→ EXCERPTED RECORDS
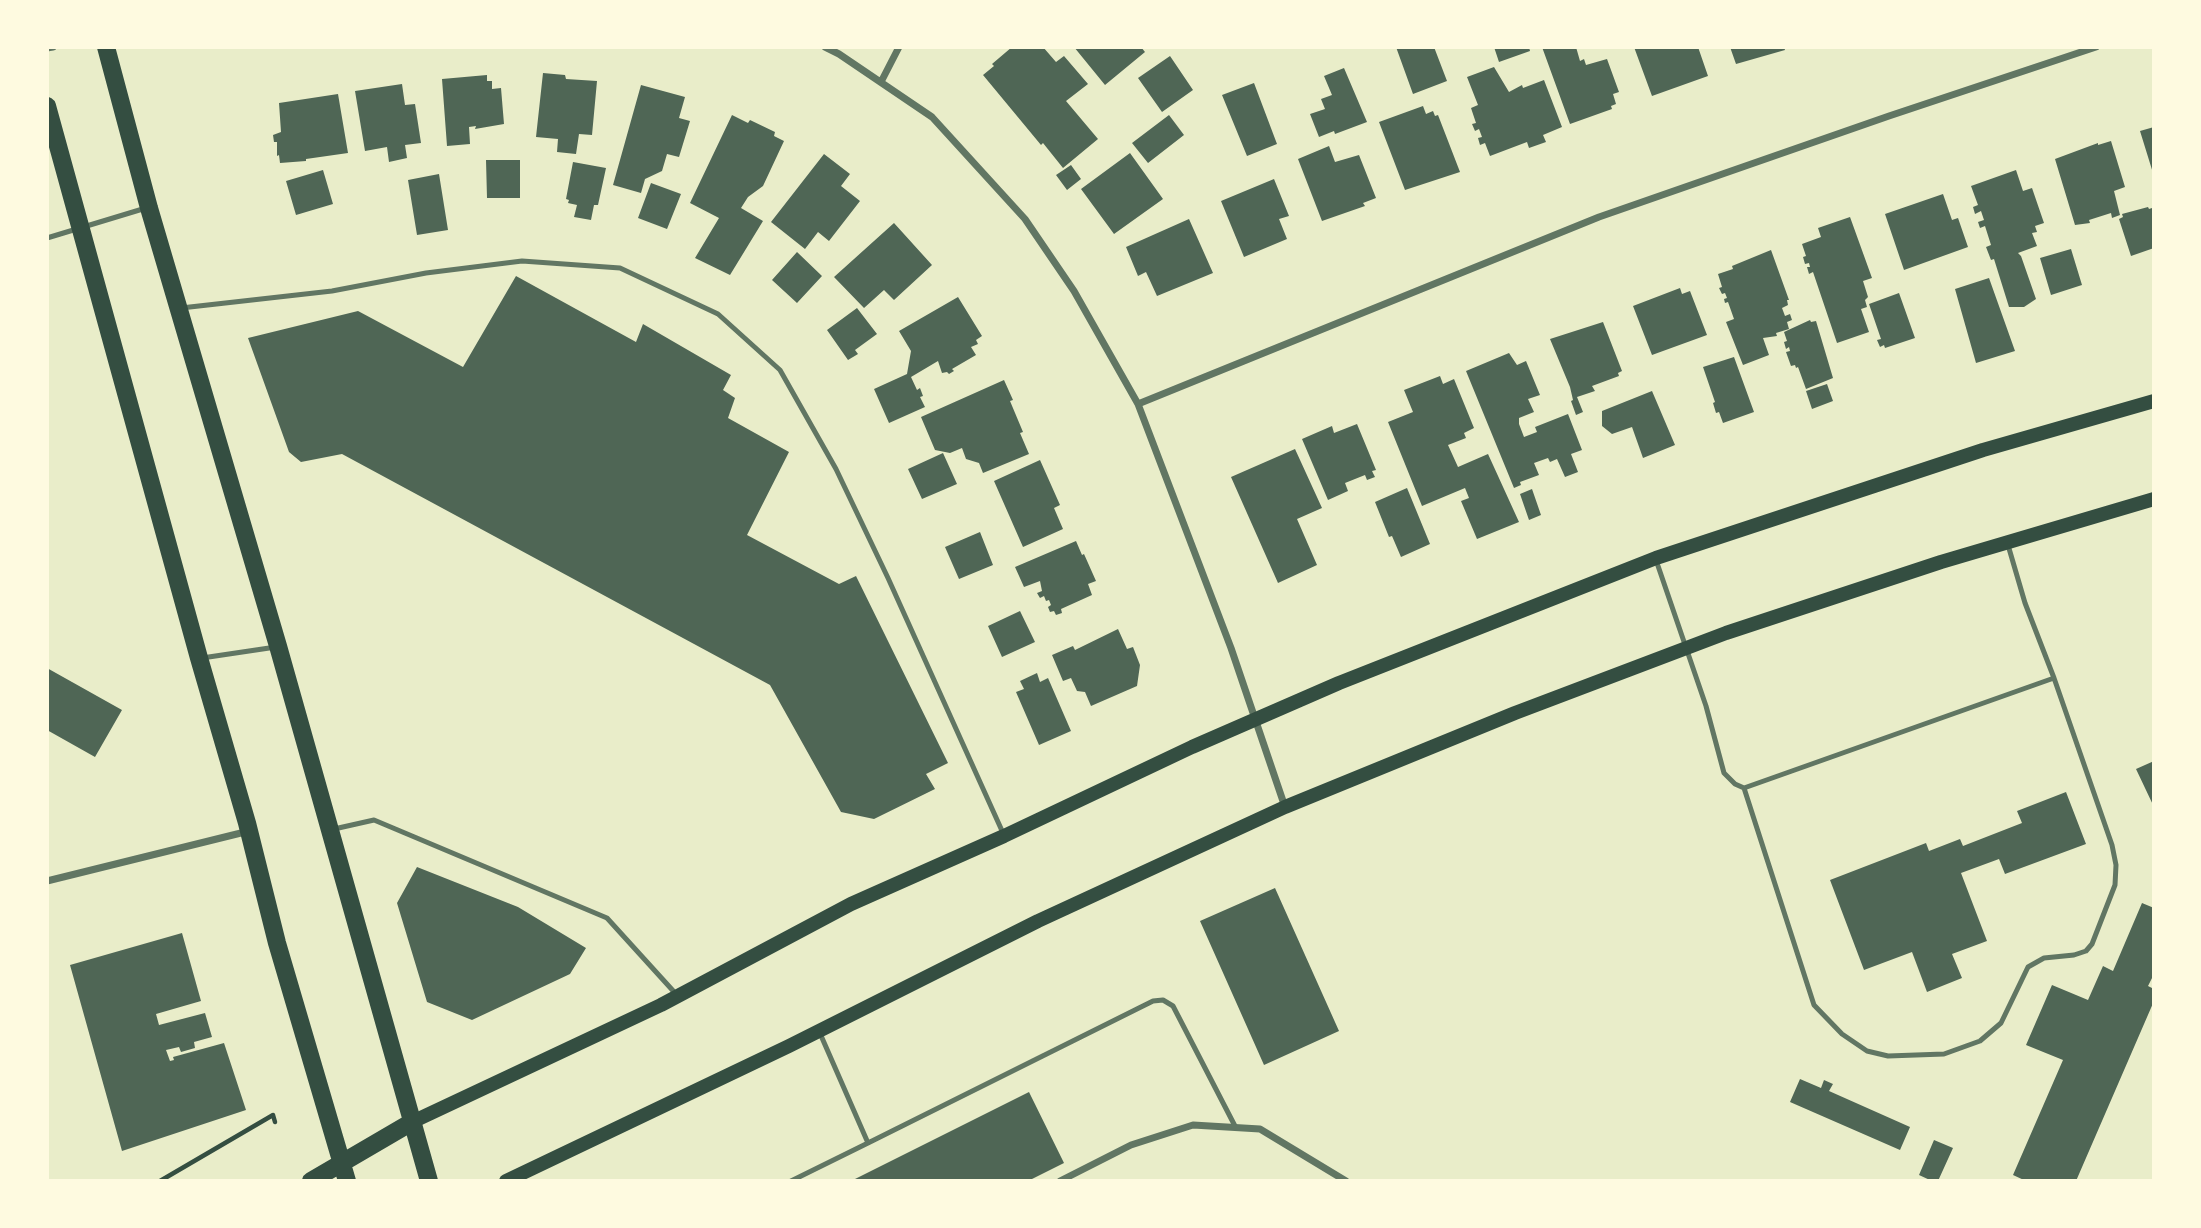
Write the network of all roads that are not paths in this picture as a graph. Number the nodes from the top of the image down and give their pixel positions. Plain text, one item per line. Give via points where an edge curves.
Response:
--
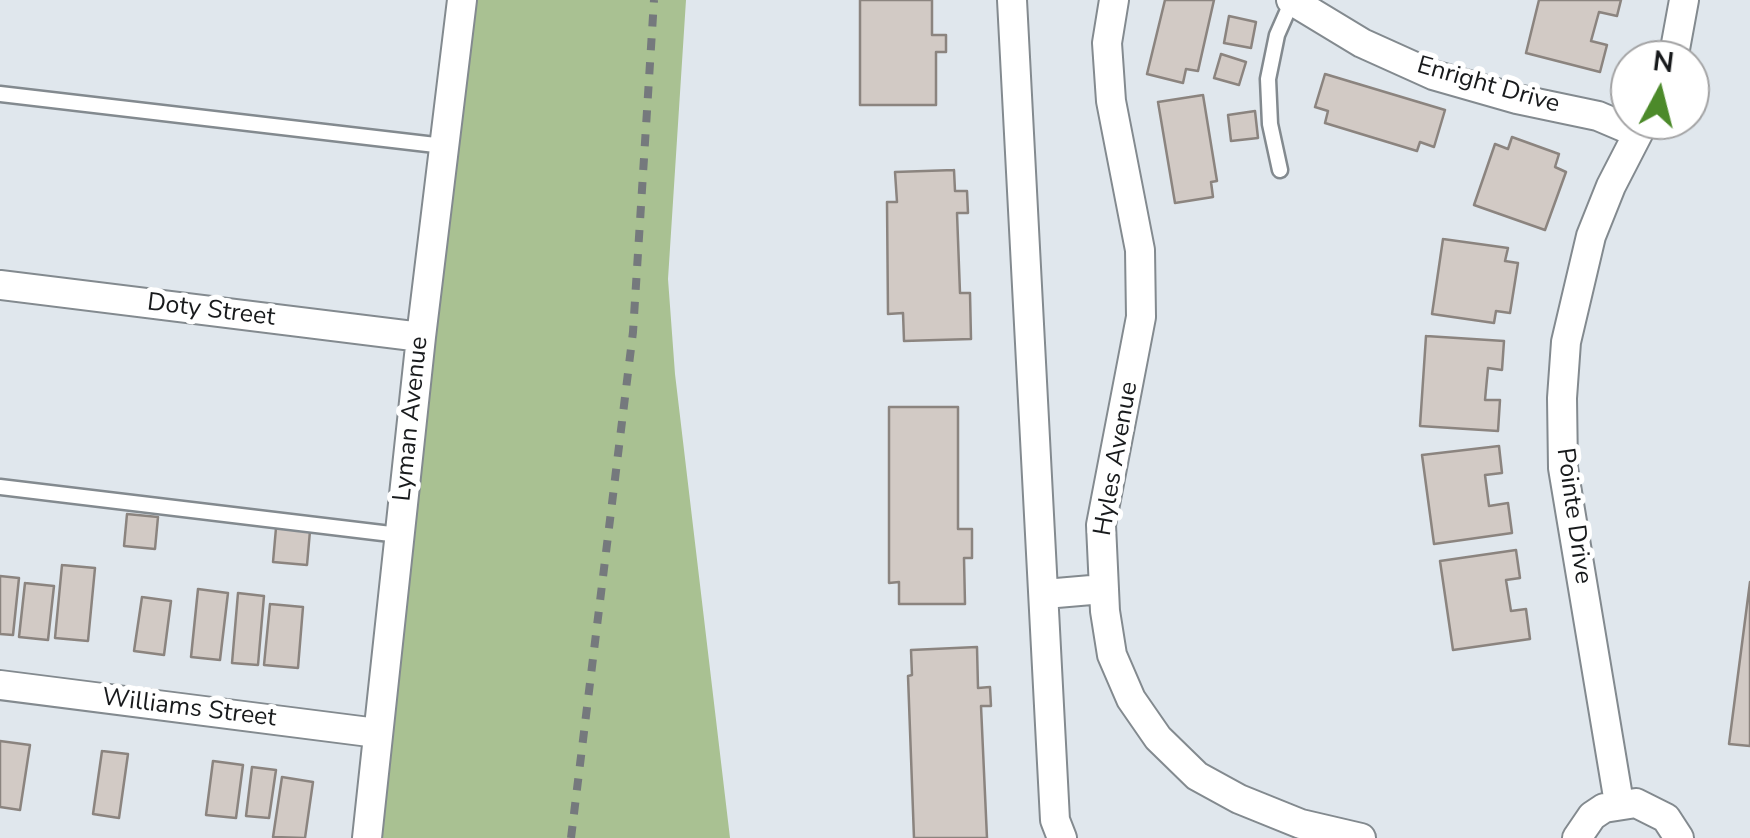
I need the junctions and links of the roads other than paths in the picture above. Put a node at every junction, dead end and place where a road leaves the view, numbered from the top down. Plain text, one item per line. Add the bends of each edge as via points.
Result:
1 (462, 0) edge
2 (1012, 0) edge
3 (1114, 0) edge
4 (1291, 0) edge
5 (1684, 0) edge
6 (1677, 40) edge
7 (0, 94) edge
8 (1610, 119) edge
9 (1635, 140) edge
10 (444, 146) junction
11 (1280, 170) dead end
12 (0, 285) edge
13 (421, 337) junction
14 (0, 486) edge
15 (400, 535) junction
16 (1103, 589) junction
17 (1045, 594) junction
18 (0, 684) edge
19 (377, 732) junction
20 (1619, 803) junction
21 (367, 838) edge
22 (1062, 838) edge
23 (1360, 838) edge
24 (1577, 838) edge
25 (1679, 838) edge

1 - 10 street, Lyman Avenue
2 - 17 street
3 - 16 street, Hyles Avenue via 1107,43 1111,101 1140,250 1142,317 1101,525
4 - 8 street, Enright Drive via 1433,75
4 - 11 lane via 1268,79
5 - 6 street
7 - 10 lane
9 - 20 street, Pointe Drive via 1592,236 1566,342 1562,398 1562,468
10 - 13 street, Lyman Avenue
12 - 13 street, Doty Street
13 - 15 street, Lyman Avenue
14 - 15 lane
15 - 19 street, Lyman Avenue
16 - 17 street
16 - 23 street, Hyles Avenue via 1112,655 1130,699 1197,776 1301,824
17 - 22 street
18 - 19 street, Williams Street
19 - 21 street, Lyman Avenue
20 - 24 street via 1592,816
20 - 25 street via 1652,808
---
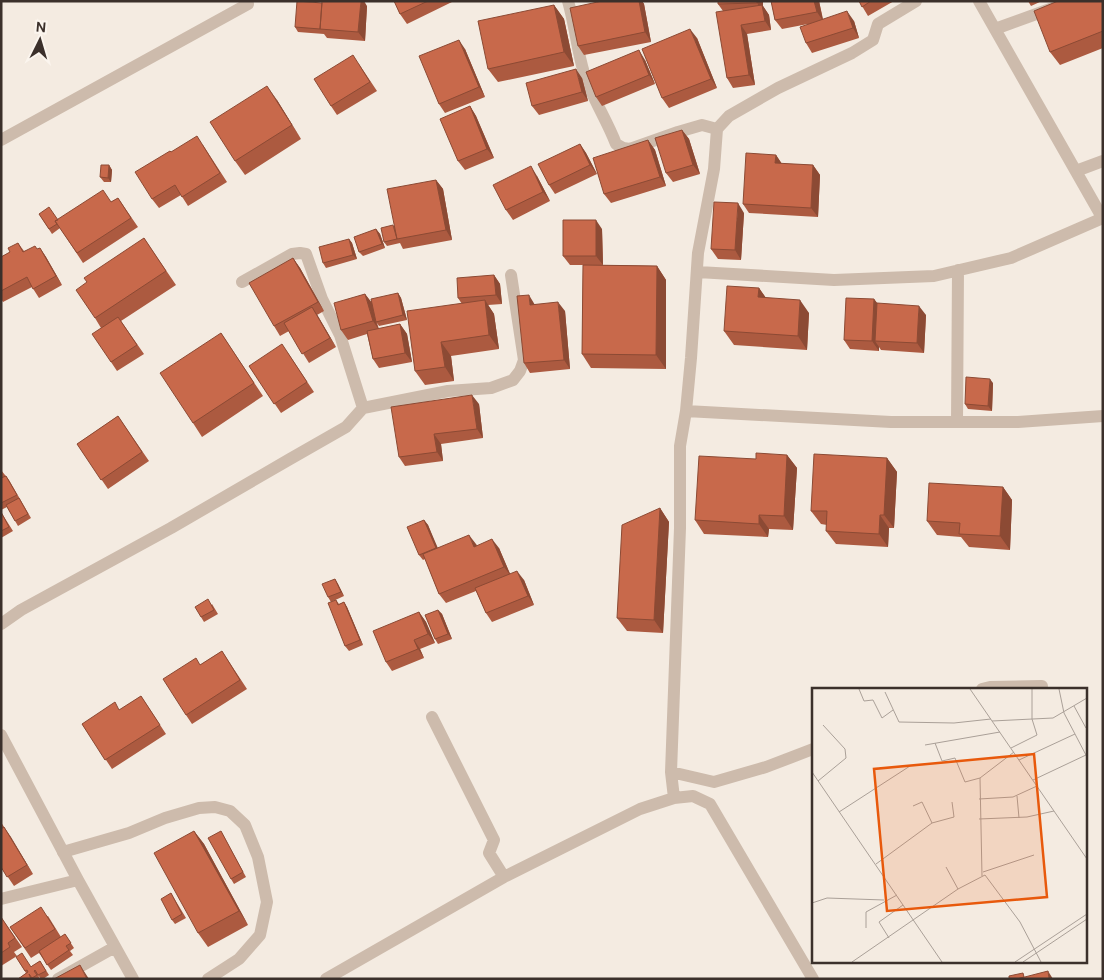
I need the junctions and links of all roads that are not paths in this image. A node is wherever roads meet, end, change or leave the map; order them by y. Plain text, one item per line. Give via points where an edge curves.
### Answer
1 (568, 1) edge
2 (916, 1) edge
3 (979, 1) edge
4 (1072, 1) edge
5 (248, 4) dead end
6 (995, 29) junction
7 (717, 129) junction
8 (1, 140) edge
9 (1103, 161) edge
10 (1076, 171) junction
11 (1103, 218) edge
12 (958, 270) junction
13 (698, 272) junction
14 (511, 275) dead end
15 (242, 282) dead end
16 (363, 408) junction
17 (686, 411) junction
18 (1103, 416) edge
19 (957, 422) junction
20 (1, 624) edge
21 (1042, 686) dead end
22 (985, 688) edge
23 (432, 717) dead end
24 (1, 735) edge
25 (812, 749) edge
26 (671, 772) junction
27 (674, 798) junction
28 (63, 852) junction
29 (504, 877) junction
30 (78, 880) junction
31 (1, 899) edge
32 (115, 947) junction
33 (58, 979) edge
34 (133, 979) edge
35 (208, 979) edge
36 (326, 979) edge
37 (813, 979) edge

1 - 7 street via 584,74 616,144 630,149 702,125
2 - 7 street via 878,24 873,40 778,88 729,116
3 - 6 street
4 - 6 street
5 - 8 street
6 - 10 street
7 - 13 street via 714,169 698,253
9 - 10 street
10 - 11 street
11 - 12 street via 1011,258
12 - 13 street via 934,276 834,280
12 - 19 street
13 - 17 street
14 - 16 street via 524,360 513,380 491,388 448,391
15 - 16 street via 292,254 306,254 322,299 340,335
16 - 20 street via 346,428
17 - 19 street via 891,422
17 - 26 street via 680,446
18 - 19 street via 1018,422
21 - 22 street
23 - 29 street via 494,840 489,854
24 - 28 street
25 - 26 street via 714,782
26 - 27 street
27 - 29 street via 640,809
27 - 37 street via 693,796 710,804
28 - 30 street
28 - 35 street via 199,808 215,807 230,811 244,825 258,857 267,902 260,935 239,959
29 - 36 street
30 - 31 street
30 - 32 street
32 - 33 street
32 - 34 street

→ ASSIGNED TASK
Write out every line of the data that holds the word "this".

→ PROBLEM SOLUTION
Write the network of all roads that are not paths in this picture as a graph. Number the nodes from the top of the image down and give their pixel positions. Plain text, one item per line. Give via points where an edge curves.
I need the junctions and links of all roads that are not paths in this image. A node is wherever roads meet, end, change or leave the map; order them by y. Plain text, one item per line. Give via points where an edge curves.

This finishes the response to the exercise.